Top of Dataset records

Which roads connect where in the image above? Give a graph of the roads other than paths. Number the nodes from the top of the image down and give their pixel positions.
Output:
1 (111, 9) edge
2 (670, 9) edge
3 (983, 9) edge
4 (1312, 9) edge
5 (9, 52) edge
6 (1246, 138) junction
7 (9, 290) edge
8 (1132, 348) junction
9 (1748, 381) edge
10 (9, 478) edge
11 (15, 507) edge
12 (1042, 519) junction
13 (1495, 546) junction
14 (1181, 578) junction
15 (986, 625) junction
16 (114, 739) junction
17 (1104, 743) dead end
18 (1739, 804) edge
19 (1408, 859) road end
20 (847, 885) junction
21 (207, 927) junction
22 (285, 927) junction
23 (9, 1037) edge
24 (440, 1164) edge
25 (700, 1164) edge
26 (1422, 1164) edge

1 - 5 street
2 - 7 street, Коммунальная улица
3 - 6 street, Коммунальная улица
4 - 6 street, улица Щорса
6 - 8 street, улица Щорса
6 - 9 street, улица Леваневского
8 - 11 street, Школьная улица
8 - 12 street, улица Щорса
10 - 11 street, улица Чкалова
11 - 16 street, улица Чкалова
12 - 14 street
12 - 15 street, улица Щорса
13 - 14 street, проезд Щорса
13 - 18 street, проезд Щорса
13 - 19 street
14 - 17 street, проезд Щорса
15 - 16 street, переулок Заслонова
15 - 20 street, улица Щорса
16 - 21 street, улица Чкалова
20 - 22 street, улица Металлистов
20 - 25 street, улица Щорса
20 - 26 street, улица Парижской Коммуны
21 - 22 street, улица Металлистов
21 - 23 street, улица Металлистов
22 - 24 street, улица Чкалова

Bottom of Dataset records
Top of Dataset records

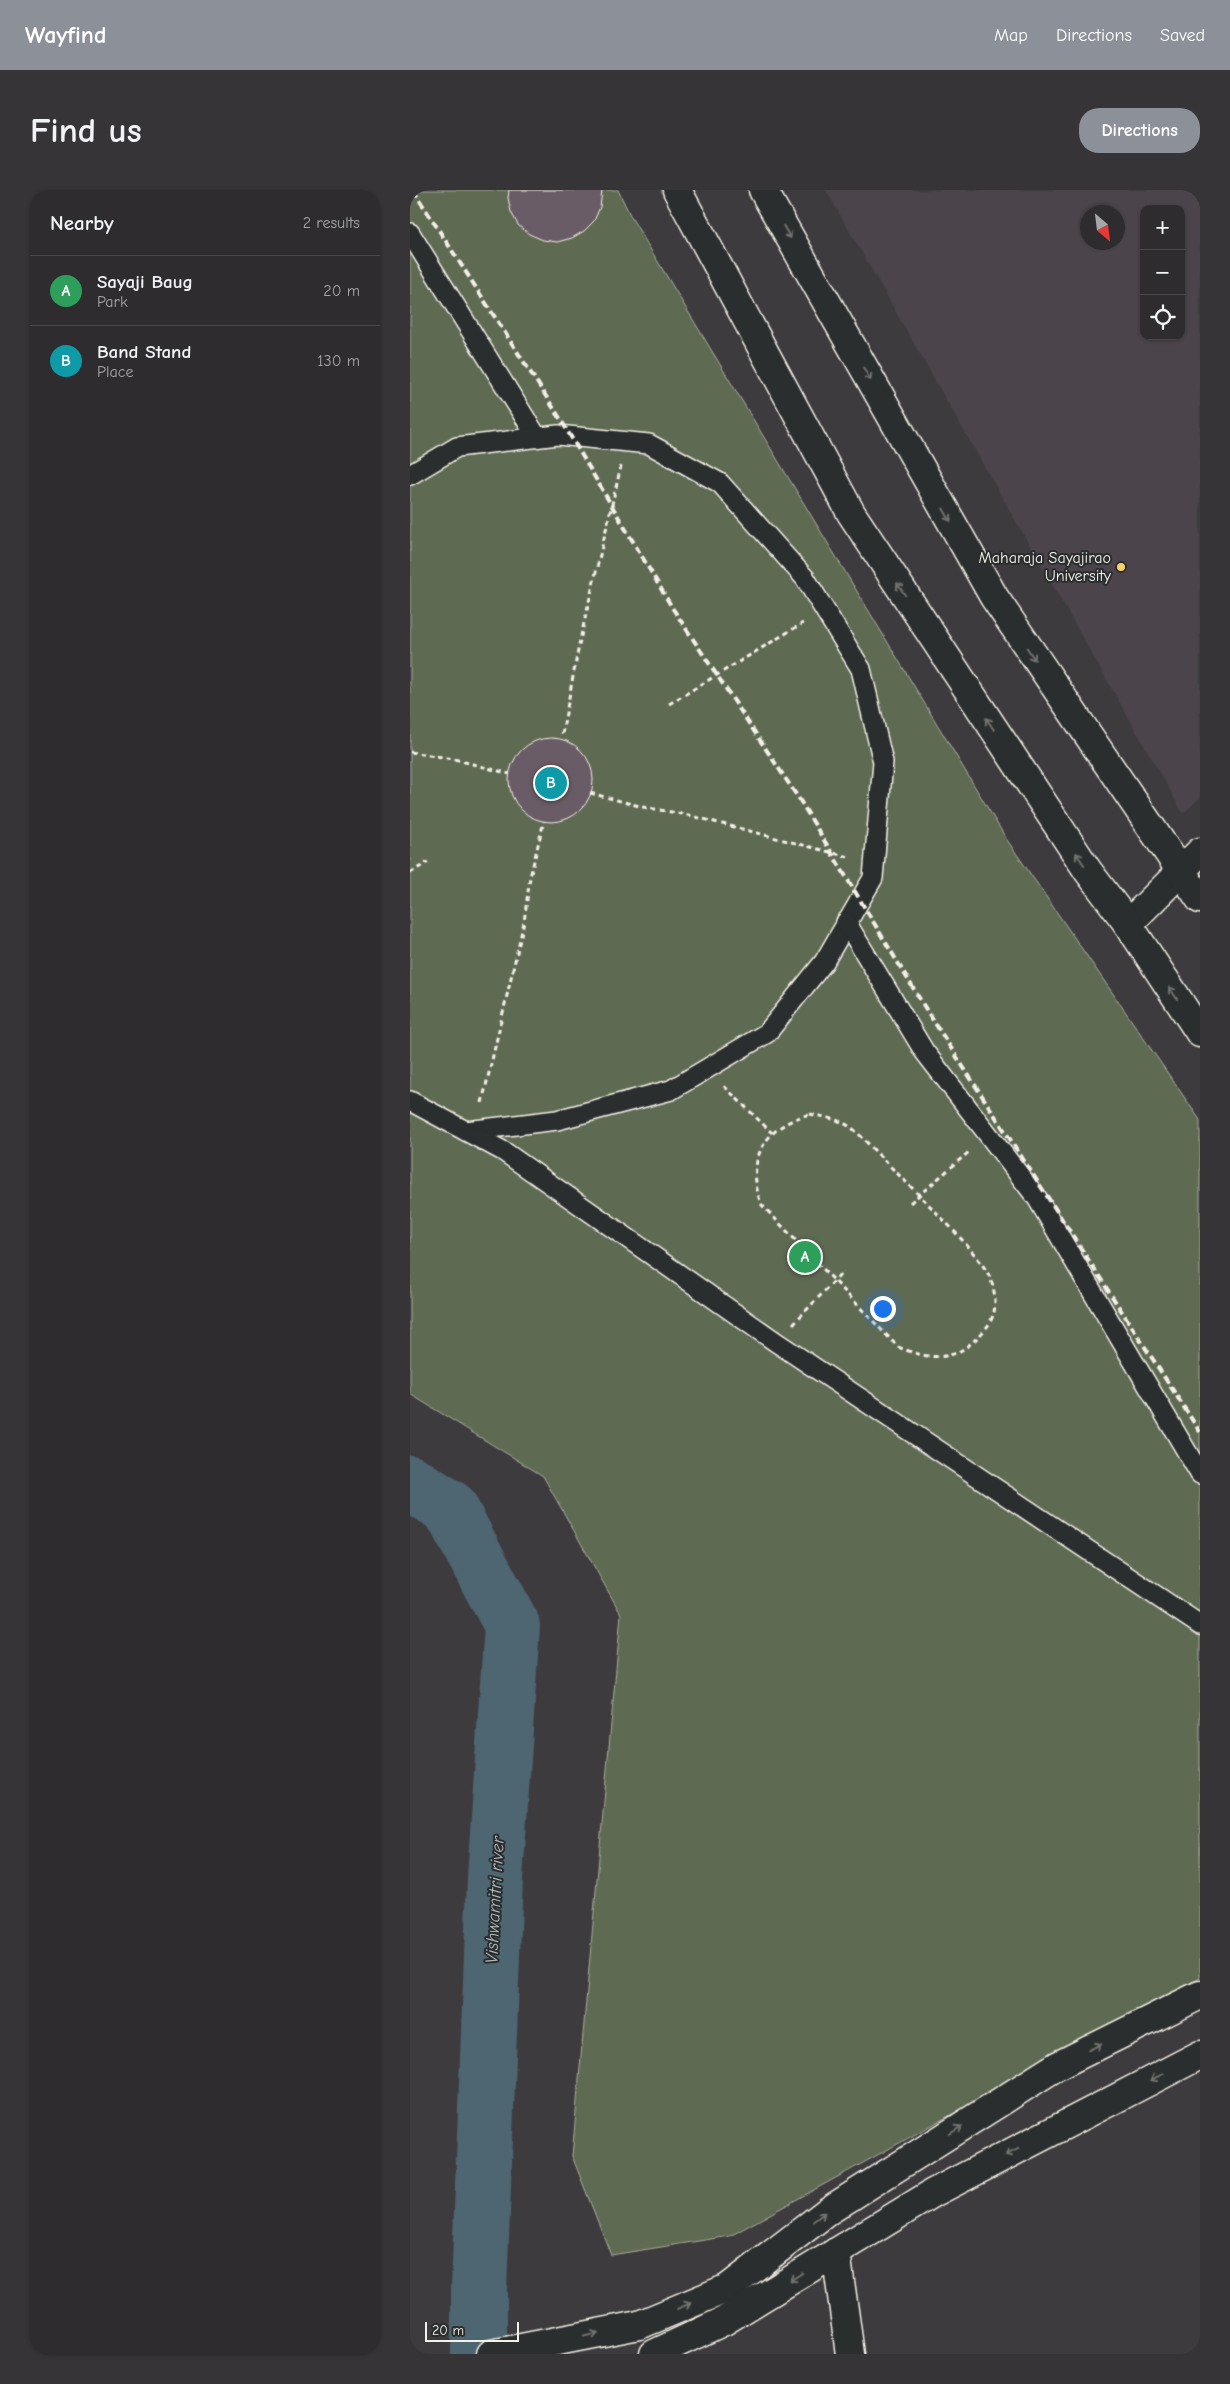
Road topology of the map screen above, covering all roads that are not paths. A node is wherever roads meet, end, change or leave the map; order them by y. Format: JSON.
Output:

Bottom of Dataset records

Each line in the data that holds the word "above" must be copied.

**Answer**
Which roads connect where in the image above? Give a graph of the roads other than paths. Number the nodes from the top of the image down and give their pixel positions.
Road topology of the map screen above, covering all roads that are not paths. A node is wherever roads meet, end, change or leave the map; order them by y. Format: JSON.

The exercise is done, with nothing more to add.